Stored data:

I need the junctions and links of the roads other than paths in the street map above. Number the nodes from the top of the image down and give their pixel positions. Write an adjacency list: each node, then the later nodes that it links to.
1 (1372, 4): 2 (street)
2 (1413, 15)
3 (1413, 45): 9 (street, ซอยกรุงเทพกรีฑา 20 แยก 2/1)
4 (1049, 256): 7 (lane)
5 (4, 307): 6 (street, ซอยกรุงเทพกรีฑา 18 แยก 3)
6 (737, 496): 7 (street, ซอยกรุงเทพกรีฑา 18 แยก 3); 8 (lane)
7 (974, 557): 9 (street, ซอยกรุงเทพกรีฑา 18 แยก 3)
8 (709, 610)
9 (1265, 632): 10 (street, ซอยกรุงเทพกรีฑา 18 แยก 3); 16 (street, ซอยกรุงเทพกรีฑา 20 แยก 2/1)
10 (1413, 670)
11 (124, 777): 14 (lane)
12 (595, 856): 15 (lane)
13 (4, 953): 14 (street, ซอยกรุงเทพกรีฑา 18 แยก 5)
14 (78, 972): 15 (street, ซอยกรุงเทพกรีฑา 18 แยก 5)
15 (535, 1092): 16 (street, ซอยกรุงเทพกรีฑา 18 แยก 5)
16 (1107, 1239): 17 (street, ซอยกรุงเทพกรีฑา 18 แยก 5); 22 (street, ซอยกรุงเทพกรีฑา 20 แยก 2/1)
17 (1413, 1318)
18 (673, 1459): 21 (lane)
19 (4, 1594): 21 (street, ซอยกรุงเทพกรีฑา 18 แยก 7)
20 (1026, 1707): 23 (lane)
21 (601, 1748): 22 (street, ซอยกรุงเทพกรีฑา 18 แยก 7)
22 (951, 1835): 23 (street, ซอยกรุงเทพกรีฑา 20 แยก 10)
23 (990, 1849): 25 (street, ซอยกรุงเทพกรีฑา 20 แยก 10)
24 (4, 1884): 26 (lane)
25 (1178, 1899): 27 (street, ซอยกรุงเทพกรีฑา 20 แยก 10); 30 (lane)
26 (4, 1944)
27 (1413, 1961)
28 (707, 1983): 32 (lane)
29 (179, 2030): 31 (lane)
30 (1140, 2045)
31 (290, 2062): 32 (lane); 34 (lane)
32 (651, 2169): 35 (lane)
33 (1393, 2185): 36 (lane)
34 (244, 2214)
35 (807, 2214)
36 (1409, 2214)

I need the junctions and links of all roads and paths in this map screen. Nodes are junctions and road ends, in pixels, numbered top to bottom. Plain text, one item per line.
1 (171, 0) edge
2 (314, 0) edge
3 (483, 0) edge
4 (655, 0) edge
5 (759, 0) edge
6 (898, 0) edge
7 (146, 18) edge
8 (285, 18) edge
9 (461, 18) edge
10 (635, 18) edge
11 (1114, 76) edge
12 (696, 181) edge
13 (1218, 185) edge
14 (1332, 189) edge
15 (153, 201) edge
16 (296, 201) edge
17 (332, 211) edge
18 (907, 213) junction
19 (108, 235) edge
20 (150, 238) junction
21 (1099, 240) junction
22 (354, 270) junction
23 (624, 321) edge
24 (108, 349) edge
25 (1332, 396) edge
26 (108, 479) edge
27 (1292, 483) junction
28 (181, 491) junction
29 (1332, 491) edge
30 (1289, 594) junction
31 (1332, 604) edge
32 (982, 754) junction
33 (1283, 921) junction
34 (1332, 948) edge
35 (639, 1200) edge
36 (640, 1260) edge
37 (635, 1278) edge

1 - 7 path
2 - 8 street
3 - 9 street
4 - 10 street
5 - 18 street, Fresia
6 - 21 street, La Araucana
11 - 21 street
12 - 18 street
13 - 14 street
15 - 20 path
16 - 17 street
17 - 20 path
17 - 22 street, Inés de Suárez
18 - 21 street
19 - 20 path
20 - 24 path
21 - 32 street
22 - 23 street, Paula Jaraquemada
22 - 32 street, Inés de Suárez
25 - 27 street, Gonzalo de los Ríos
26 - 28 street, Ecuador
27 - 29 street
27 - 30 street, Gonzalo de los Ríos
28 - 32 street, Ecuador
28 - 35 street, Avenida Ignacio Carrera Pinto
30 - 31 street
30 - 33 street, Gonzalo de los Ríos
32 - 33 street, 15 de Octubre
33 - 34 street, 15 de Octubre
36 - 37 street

*WHAT IS REQUIRED*. Scan the data, and report each line that uses the word "Octubre".

*WORKED SOLUTION*.
32 - 33 street, 15 de Octubre
33 - 34 street, 15 de Octubre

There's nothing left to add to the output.